DATA FOR THIS EXERCISE:
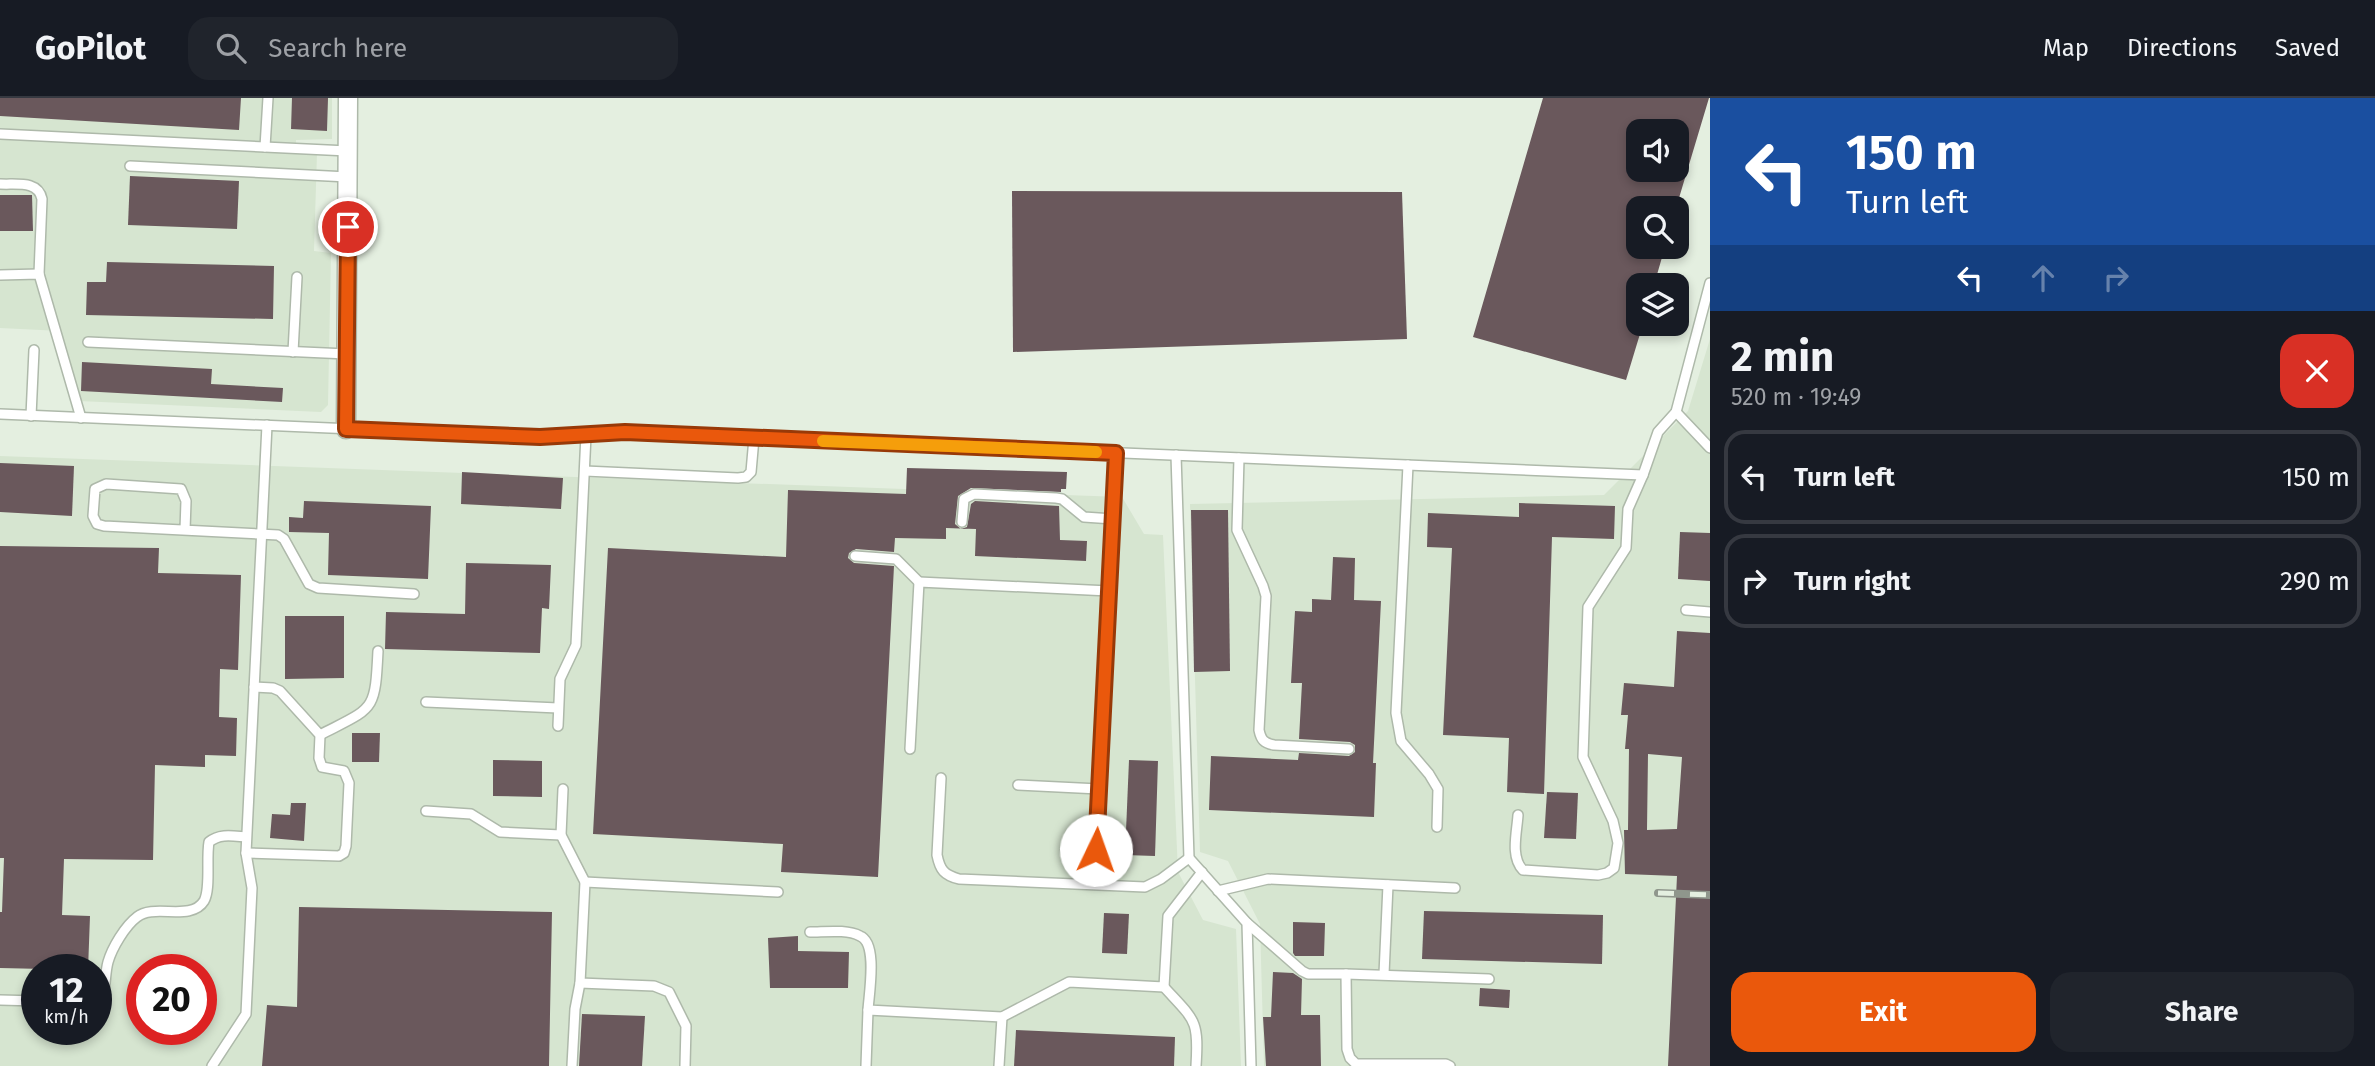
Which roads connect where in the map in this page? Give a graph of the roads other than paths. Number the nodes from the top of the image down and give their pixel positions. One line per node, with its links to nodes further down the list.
1 (268, 98): 4 (lane)
2 (348, 98): 5 (street)
3 (0, 134): 4 (lane)
4 (265, 147): 5 (lane)
5 (348, 151): 7 (street)
6 (130, 166): 7 (lane)
7 (348, 177): 16 (street)
8 (0, 184): 9 (lane)
9 (38, 274): 10 (lane); 20 (lane)
10 (0, 275)
11 (297, 277): 15 (lane)
12 (1710, 283): 17 (lane)
13 (88, 342): 15 (lane)
14 (34, 350): 19 (lane)
15 (293, 352): 16 (lane)
16 (347, 354): 22 (street)
17 (1676, 412): 25 (lane); 31 (lane)
18 (0, 414): 19 (lane)
19 (31, 416): 20 (lane)
20 (81, 418): 21 (lane)
21 (267, 425): 22 (lane); 35 (lane)
22 (346, 429): 23 (lane)
23 (586, 435): 24 (lane); 30 (lane)
24 (754, 438): 26 (lane); 30 (lane)
25 (1710, 448)
26 (1116, 453): 27 (lane); 32 (lane)
27 (1176, 456): 28 (lane); 61 (lane)
28 (1239, 458): 29 (lane); 49 (lane)
29 (1408, 465): 31 (lane); 56 (lane)
30 (584, 471): 45 (lane)
31 (1643, 475): 55 (lane)
32 (1113, 519): 33 (lane); 38 (lane)
33 (962, 522)
34 (185, 530): 34 (lane); 35 (lane)
35 (262, 533): 39 (lane); 43 (lane)
36 (855, 556): 37 (lane)
37 (919, 582): 38 (lane); 48 (lane)
38 (1109, 591): 53 (lane)
39 (414, 594)
40 (1686, 610): 41 (lane)
41 (1710, 612)
42 (378, 651): 47 (lane)
43 (254, 687): 47 (lane); 58 (lane)
44 (426, 702): 45 (lane)
45 (558, 708): 46 (lane)
46 (558, 726)
47 (320, 735): 60 (lane)
48 (910, 749)
49 (1349, 749)
50 (940, 778): 61 (lane)
51 (1018, 785): 53 (lane)
52 (563, 789): 57 (lane)
53 (1099, 789): 59 (lane)
54 (426, 811): 57 (lane)
55 (1518, 815)
56 (1437, 827)
57 (561, 835): 63 (lane)
58 (246, 837): 60 (lane); 70 (lane)
59 (1096, 850)
60 (246, 853): 80 (lane)
61 (1189, 858): 62 (lane)
62 (1202, 872): 67 (lane); 75 (lane)
63 (585, 882): 66 (lane); 74 (lane)
64 (1388, 885): 65 (lane); 67 (lane); 72 (lane)
65 (1455, 888)
66 (778, 891)
67 (1218, 891): 68 (lane)
68 (1247, 923): 71 (lane); 86 (lane)
69 (810, 932): 78 (lane)
70 (112, 954)
71 (1346, 974): 72 (lane); 87 (lane)
72 (1384, 974): 73 (lane)
73 (1489, 979)
74 (580, 983): 81 (lane); 82 (lane)
75 (1164, 987): 79 (lane); 85 (lane)
76 (0, 1000): 77 (lane)
77 (21, 1001)
78 (868, 1010): 79 (lane); 83 (lane)
79 (1002, 1017): 84 (lane)
80 (212, 1066)
81 (572, 1066)
82 (685, 1066)
83 (866, 1066)
84 (999, 1066)
85 (1196, 1066)
86 (1251, 1066)
87 (1450, 1066)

REQUIRED WORK: Each entry is to be transcribed verbatim, and any picture in it is to be skipped.

ANSWER BOX:
Which roads connect where in the map in this page? Give a graph of the roads other than paths. Number the nodes from the top of the image down and give their pixel positions. One line per node, with its links to nodes further down the list.
1 (268, 98): 4 (lane)
2 (348, 98): 5 (street)
3 (0, 134): 4 (lane)
4 (265, 147): 5 (lane)
5 (348, 151): 7 (street)
6 (130, 166): 7 (lane)
7 (348, 177): 16 (street)
8 (0, 184): 9 (lane)
9 (38, 274): 10 (lane); 20 (lane)
10 (0, 275)
11 (297, 277): 15 (lane)
12 (1710, 283): 17 (lane)
13 (88, 342): 15 (lane)
14 (34, 350): 19 (lane)
15 (293, 352): 16 (lane)
16 (347, 354): 22 (street)
17 (1676, 412): 25 (lane); 31 (lane)
18 (0, 414): 19 (lane)
19 (31, 416): 20 (lane)
20 (81, 418): 21 (lane)
21 (267, 425): 22 (lane); 35 (lane)
22 (346, 429): 23 (lane)
23 (586, 435): 24 (lane); 30 (lane)
24 (754, 438): 26 (lane); 30 (lane)
25 (1710, 448)
26 (1116, 453): 27 (lane); 32 (lane)
27 (1176, 456): 28 (lane); 61 (lane)
28 (1239, 458): 29 (lane); 49 (lane)
29 (1408, 465): 31 (lane); 56 (lane)
30 (584, 471): 45 (lane)
31 (1643, 475): 55 (lane)
32 (1113, 519): 33 (lane); 38 (lane)
33 (962, 522)
34 (185, 530): 34 (lane); 35 (lane)
35 (262, 533): 39 (lane); 43 (lane)
36 (855, 556): 37 (lane)
37 (919, 582): 38 (lane); 48 (lane)
38 (1109, 591): 53 (lane)
39 (414, 594)
40 (1686, 610): 41 (lane)
41 (1710, 612)
42 (378, 651): 47 (lane)
43 (254, 687): 47 (lane); 58 (lane)
44 (426, 702): 45 (lane)
45 (558, 708): 46 (lane)
46 (558, 726)
47 (320, 735): 60 (lane)
48 (910, 749)
49 (1349, 749)
50 (940, 778): 61 (lane)
51 (1018, 785): 53 (lane)
52 (563, 789): 57 (lane)
53 (1099, 789): 59 (lane)
54 (426, 811): 57 (lane)
55 (1518, 815)
56 (1437, 827)
57 (561, 835): 63 (lane)
58 (246, 837): 60 (lane); 70 (lane)
59 (1096, 850)
60 (246, 853): 80 (lane)
61 (1189, 858): 62 (lane)
62 (1202, 872): 67 (lane); 75 (lane)
63 (585, 882): 66 (lane); 74 (lane)
64 (1388, 885): 65 (lane); 67 (lane); 72 (lane)
65 (1455, 888)
66 (778, 891)
67 (1218, 891): 68 (lane)
68 (1247, 923): 71 (lane); 86 (lane)
69 (810, 932): 78 (lane)
70 (112, 954)
71 (1346, 974): 72 (lane); 87 (lane)
72 (1384, 974): 73 (lane)
73 (1489, 979)
74 (580, 983): 81 (lane); 82 (lane)
75 (1164, 987): 79 (lane); 85 (lane)
76 (0, 1000): 77 (lane)
77 (21, 1001)
78 (868, 1010): 79 (lane); 83 (lane)
79 (1002, 1017): 84 (lane)
80 (212, 1066)
81 (572, 1066)
82 (685, 1066)
83 (866, 1066)
84 (999, 1066)
85 (1196, 1066)
86 (1251, 1066)
87 (1450, 1066)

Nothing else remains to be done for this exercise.